If you’re completely green you’re out in the middle of nowhere, getting easily turned around because after a couple of hours it all starts to look the same. And all you’ve done is a weekend training or two plotting some points on your map. Maybe you’ve only taken your AWD crossover out into sand dunes a few times. Or you’re gunning for a top spot against teams who’ve scored 100-percent days and where the margin of error feels like zero if you want a podium. Both scenarios make for a stressful, palm sweating situation.
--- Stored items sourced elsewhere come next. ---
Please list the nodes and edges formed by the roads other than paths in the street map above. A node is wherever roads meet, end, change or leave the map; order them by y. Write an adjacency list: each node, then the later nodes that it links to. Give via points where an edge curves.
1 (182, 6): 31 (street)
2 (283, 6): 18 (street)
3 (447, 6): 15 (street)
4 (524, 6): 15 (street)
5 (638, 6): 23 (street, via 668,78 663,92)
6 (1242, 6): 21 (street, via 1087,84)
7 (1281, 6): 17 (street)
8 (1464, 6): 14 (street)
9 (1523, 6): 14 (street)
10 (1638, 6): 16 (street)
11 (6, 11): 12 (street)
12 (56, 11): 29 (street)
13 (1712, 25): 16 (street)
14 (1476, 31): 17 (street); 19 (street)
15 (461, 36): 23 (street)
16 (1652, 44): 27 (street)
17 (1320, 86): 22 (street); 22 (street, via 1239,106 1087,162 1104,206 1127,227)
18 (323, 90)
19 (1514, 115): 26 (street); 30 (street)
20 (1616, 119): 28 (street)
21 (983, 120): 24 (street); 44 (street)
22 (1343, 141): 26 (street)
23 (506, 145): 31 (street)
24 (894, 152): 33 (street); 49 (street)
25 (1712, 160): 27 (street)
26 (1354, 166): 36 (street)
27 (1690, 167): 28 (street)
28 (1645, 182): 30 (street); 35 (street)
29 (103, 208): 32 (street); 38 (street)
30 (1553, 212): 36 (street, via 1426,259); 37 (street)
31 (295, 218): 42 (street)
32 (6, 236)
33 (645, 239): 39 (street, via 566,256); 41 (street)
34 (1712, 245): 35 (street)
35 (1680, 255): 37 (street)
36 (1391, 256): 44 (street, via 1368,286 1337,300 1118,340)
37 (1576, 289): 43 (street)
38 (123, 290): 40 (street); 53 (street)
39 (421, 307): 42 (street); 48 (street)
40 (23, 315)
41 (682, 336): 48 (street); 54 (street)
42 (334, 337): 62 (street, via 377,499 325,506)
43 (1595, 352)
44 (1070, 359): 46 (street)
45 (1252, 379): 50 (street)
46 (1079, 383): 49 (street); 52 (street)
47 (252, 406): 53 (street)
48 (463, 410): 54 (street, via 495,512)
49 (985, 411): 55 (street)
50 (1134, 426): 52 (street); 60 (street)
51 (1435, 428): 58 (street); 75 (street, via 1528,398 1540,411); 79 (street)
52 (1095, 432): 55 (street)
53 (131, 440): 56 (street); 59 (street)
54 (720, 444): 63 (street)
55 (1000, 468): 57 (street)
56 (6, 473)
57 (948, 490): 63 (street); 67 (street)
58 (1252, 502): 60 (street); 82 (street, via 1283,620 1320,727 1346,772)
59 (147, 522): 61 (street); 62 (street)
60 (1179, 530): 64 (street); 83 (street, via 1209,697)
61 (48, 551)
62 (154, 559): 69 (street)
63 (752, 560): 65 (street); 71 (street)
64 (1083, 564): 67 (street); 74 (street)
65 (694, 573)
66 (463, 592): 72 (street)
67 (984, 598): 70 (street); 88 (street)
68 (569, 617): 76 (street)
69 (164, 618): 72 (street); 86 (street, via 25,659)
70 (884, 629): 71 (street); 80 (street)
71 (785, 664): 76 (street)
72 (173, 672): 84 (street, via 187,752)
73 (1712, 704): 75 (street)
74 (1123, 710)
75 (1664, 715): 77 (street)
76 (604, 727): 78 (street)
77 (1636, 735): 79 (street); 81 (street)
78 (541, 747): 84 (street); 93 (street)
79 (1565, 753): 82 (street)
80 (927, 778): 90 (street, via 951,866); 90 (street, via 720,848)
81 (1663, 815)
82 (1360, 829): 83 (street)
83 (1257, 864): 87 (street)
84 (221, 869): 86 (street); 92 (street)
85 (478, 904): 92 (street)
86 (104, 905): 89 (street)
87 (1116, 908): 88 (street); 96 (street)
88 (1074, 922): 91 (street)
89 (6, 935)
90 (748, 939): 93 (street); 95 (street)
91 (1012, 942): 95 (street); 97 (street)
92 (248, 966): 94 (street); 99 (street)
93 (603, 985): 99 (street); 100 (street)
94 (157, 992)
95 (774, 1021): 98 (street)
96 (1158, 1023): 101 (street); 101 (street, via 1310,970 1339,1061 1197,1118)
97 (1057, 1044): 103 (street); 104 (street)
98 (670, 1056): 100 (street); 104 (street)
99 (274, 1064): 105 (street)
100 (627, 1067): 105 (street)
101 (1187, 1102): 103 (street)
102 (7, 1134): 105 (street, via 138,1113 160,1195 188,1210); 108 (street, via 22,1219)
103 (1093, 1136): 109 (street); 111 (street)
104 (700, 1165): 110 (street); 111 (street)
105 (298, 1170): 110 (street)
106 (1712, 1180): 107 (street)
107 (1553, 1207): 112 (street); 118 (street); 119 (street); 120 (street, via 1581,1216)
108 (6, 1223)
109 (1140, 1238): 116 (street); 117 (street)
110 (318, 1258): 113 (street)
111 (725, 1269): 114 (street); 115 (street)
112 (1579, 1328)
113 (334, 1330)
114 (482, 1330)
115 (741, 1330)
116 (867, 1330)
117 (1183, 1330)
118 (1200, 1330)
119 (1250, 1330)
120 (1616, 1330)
What happens when you’re not competing?

You’re camping. You make up and break down your camp each day (unless you blessedly are two nights at a particular basecamp). During the week you make your way from frosty mountain temperatures in the teens at the starting line in Mammoth Mountain, California, a peaky ski resort a five hours drive from Los Angeles to the triple digit scorch of the largest sand dunes in North America at Glamis, which skirt the California/Mexico border.

Rally director, Emily Miller, rattles a cowbell at 5am every morning rousing you from some of the most fitful, frigid, uncomfortable sleep you’ve ever had. Delirious, you rush to the main tent where there awaits the only comforting thing you get all week, food from a Michelin-starred chef, Drew Deckman. If you’ve never had Michelin rated tater tots, I recommend them highly.

With your adrenaline pumping you rush to your rig making sure it starts and your tires haven’t sprung an unexpected slow leak from the pointy rocks you drove over the day before. Pray you don’t have a flat. No one will change it for you. And if there’s a bigger problem, mechanics will work on your vehicle for two hours without penalties. After that you’re docked points. Break a tie-rod? I hope you brought a spare because there isn’t a Napa Auto Parts close, and you have no chase car coming to your rescue.

Each day starts like the one before. By day three or four, you’re sideways because you’re mind keeps telling you that this long weekend out with the gals should be winding down and you get to head home to your husband or wife, your kids, your dog, your normal, and more importantly your cozy bed. Sorry, you’re not even halfway done. You start wondering if this might be all there ever has been and will ever be. You’ve also got a helmet on your head all day. All day. For ten or eleven hours a day. Like a new pair of inexpensive shoes, I hope you got used to that at home.

And if you don’t select that person beside you well, you’re in for a world of hurt because the pressure cooker that your car’s cabin turns into over the course of what is likely a one shower week has the potential to become the most treacherous terrain of all. Figure out a safe word and whatever snack calms your teammate down. You will need them both because, remember, they’ve turned off and taped up your phone for the whole seven days. Calls to your therapist are verboten.

What do you get if you win?

If you manage to do all that while keeping your sanity, you’ll finish. Your first time out you won’t win. Even if you do all you get for your trouble is a killer trophy and the chance to do it all again because that’s top prize, next year’s entry fee waived.

But win or lose, what you do come home with, in addition to the half pound of sand in your tent and the worst smelling dirty laundry ever, is a sense that maybe, just maybe, anything is possible. Because you just crossed the finish line of the Rebelle, one of the toughest off-road rallies in the world. And you didn’t need to be a pro to do it.